StackOverflow is moribund pile of junk. They've never managed to understand that software development is a highly fluid, constantly evolving space. Instead of embracing this, they've been trying to build a static encyclopaedia.

Volunteer admins with nothing better to do get their dopamine by closing questions for StackOverflow points, regardless of whether the supposedly duped question from 8 years ago is actually still the best answer and covers the nuances of the question now being asked.

There probably is still a space for a SO-style site to exist, but they'd need a drastic change of approach.
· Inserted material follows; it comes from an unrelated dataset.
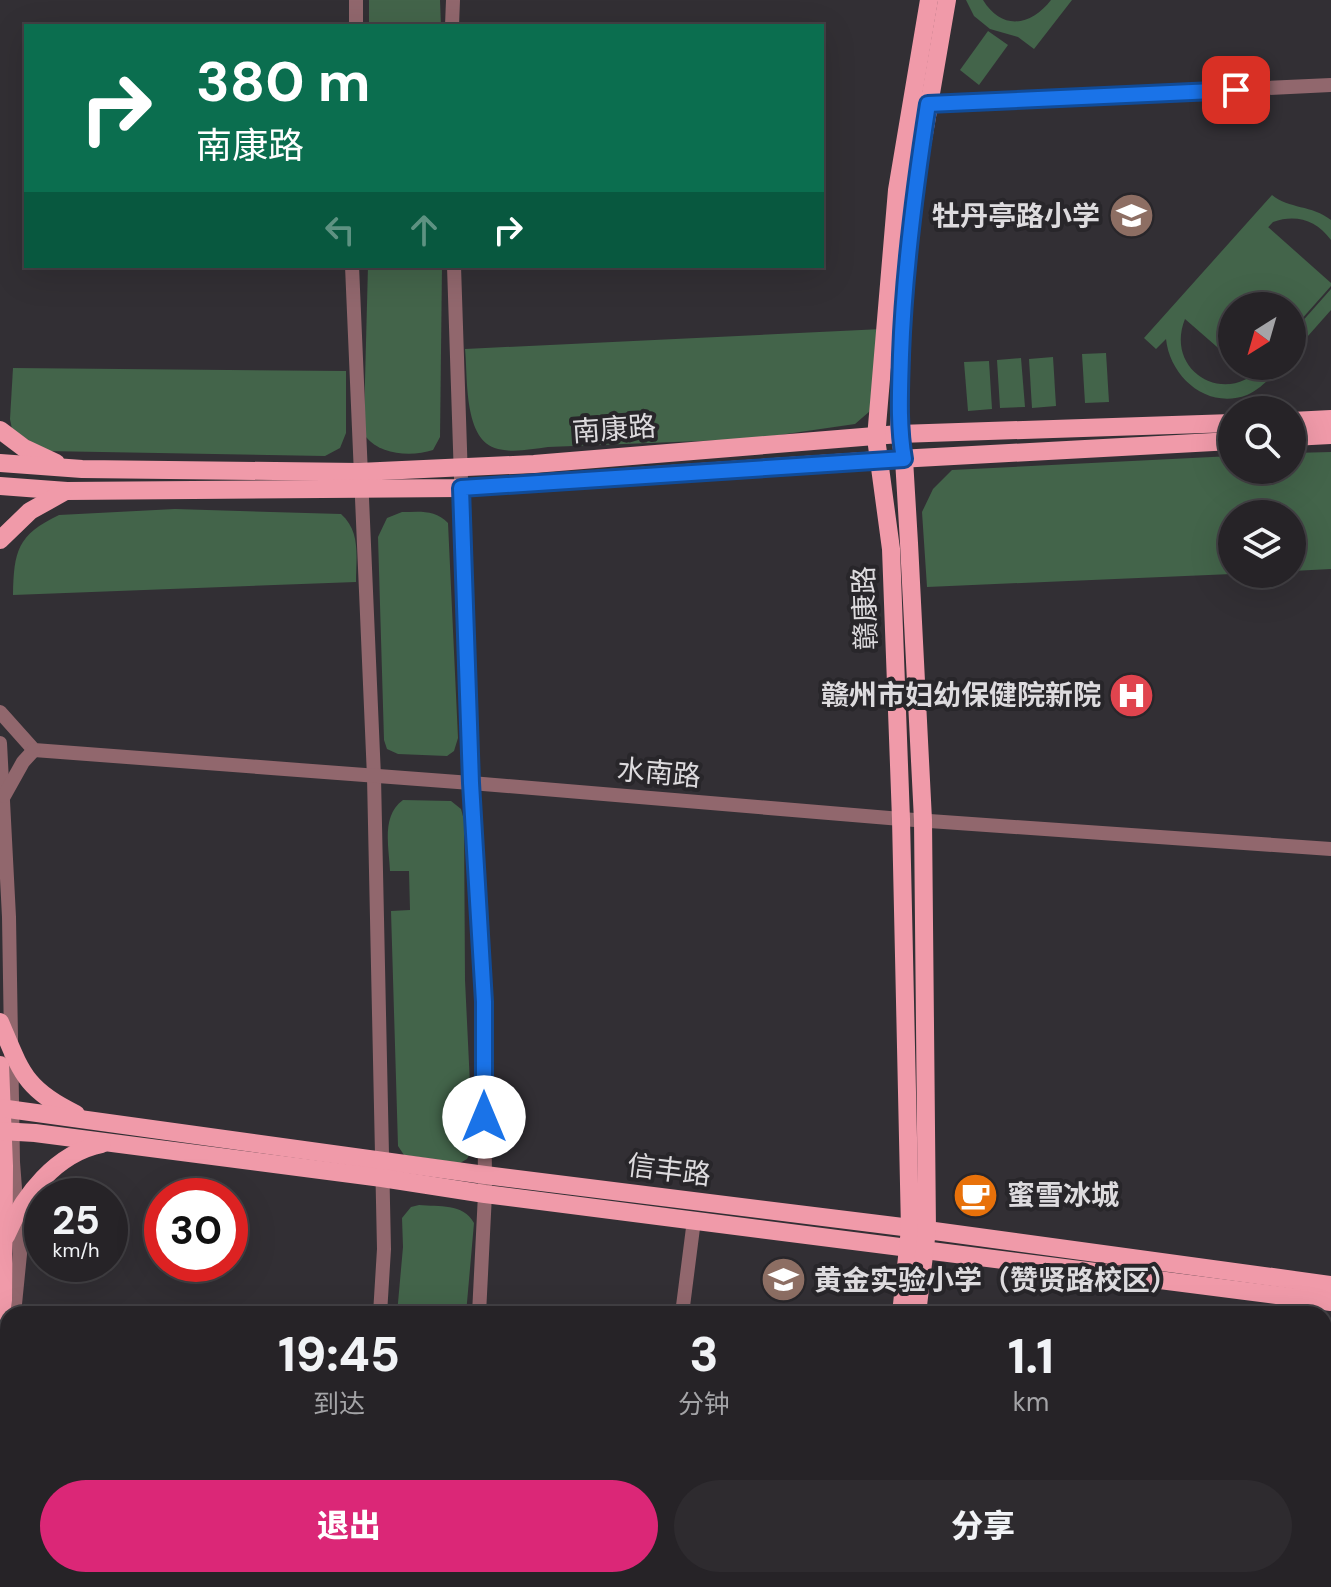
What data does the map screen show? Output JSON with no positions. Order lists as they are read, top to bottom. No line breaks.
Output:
{"streets":{"main road":["南康路","赣康路","信丰路"],"street":["水南路"]},"crossings":[["南康路","赣康路"],["赣康路","水南路"],["赣康路","信丰路"]],"places":{"school or university":["牡丹亭路小学","黄金实验小学（赞贤路校区）"],"hospital":["赣州市妇幼保健院新院"],"cafe":["蜜雪冰城"]},"north":"bottom left","page":{"turn":["380 m","南康路"],"speed":"25 km/h","limit":"30","eta":["19:45","到达","3","分钟","1.1","km"],"buttons":["退出","分享"]}}
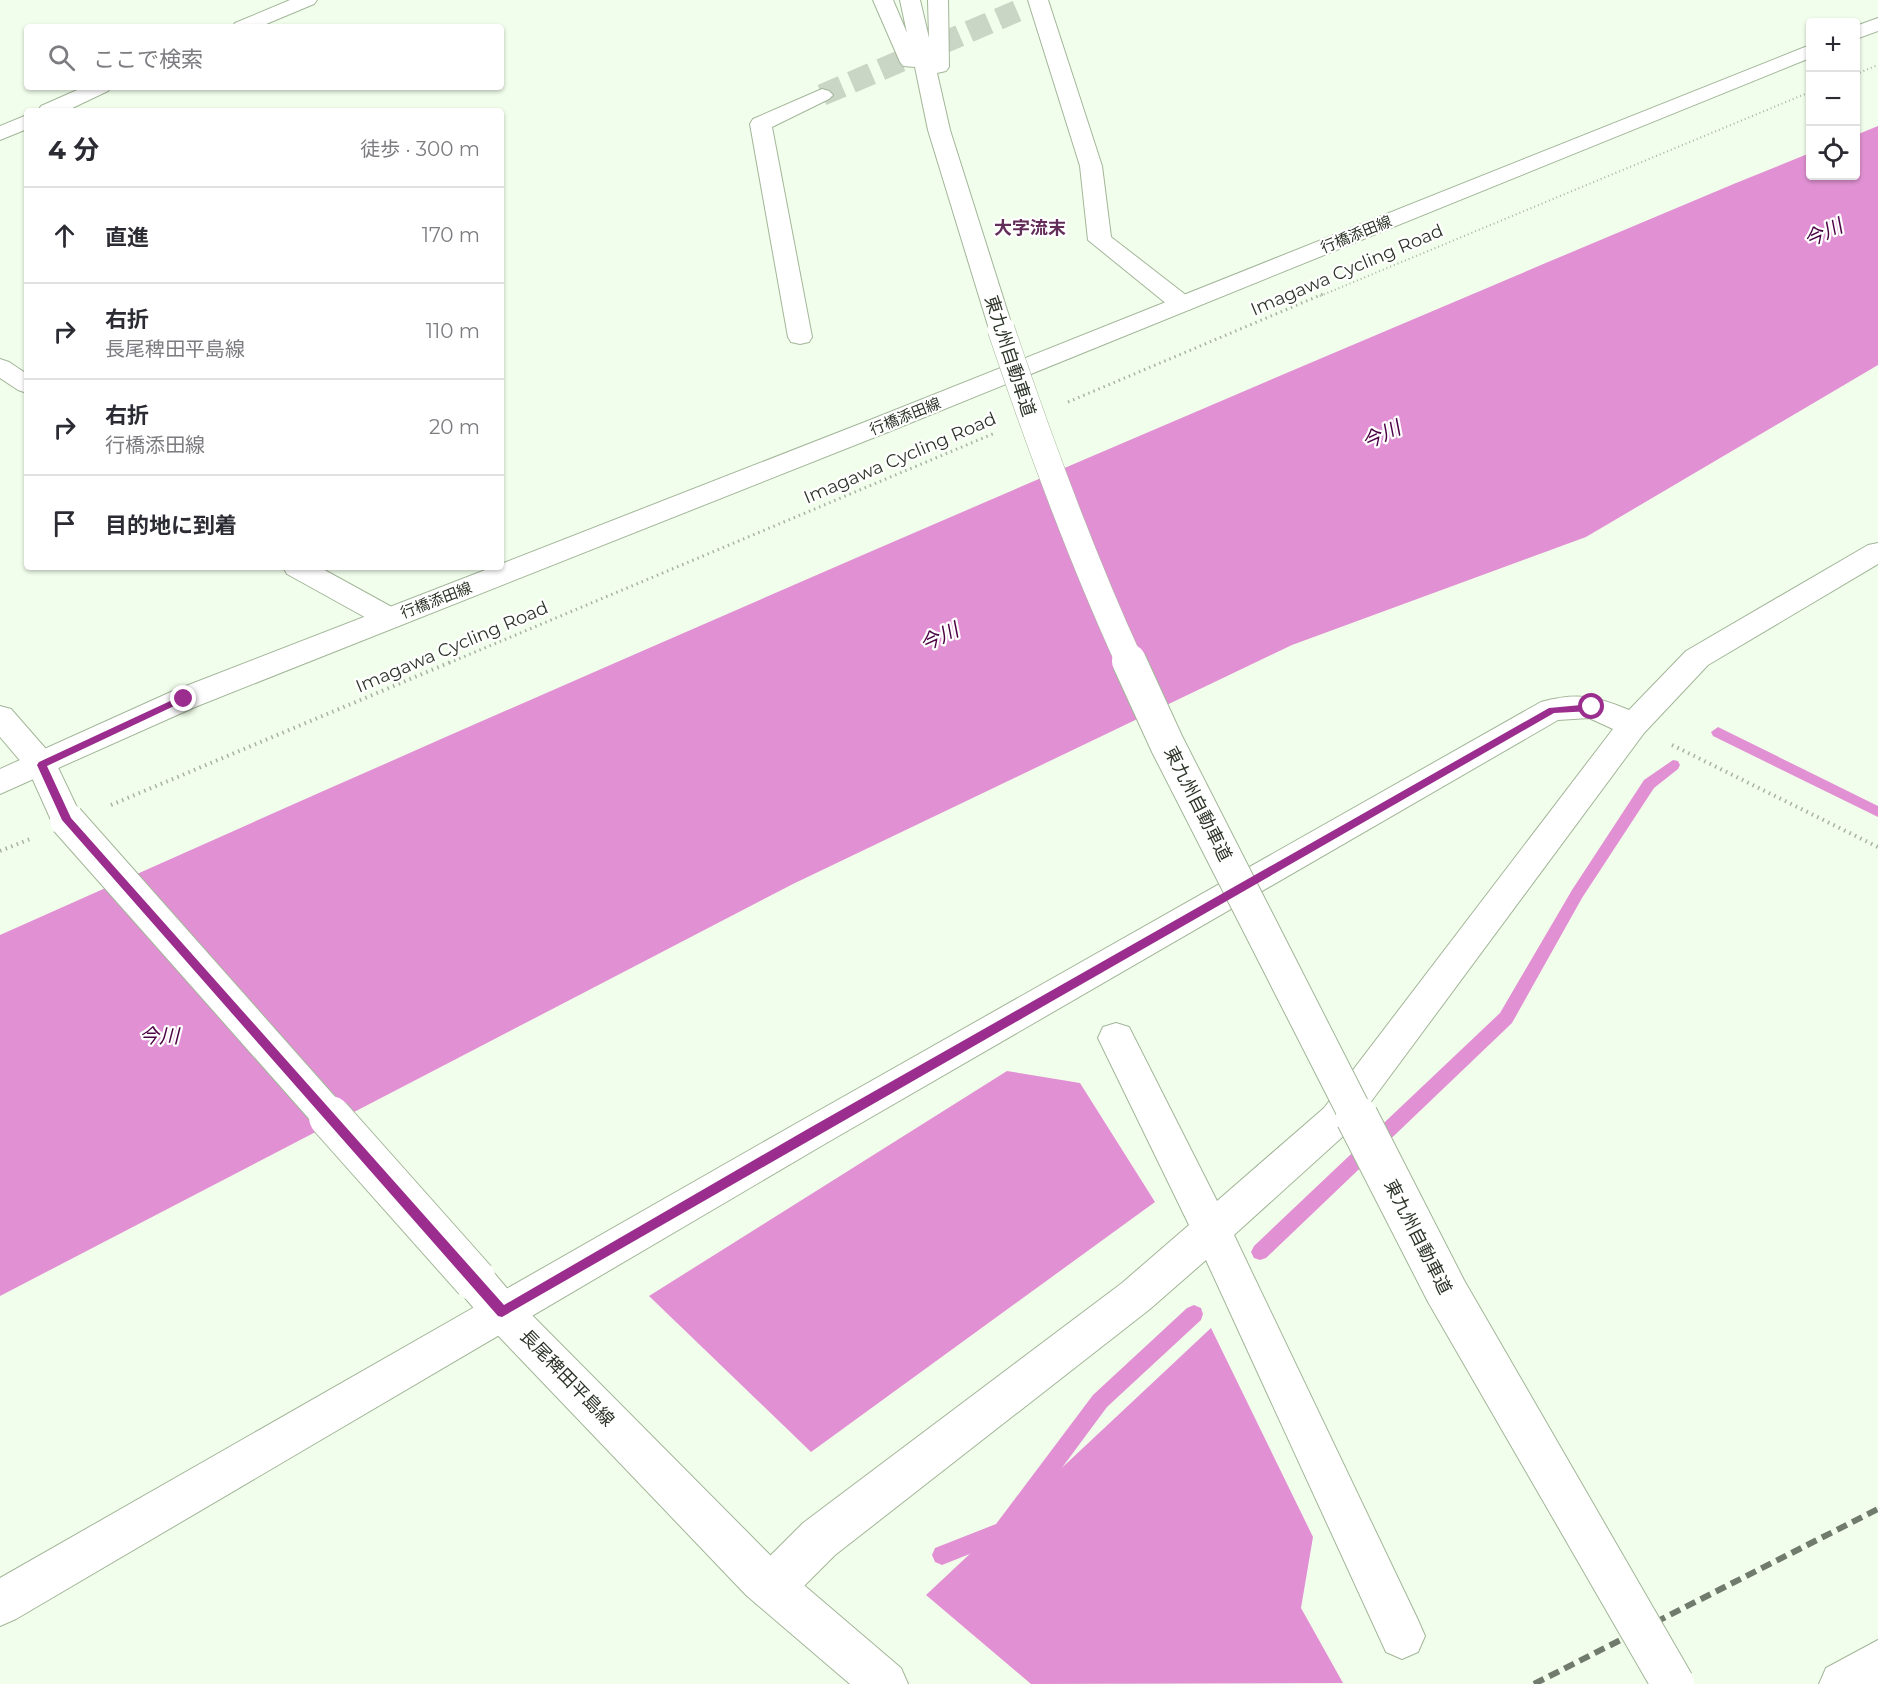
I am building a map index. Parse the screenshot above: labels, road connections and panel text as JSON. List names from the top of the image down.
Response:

LLMs (+ Reddit I suppose?) have taken over most the engineer support role.


> Volunteer admins with nothing better to do get their dopamine by closing questions for StackOverflow points, regardless of whether the supposedly duped question from 8 years ago is actually still the best answer and covers the nuances of the question now being asked.

This rung so true to me, given that my answer from 4y ago was closed as a duplicate of an answer made 3m ago :D (no, the nuances were not considered and the questions were ultimately too different; this didn't influence moderation decision at all and I was very confused on how I've made a duplicate 4y ago of a question in, at that time, the future)


Stack Overflow should have been a strong connection for developers who started building software prior to 2022.

A niche place to find the solution for something getting in your way.

Instead, my own experience and every anecdote I've ever heard from those who tried participating mirrors this one.

Genuine questions and thought out responses closed in the harshest way possible.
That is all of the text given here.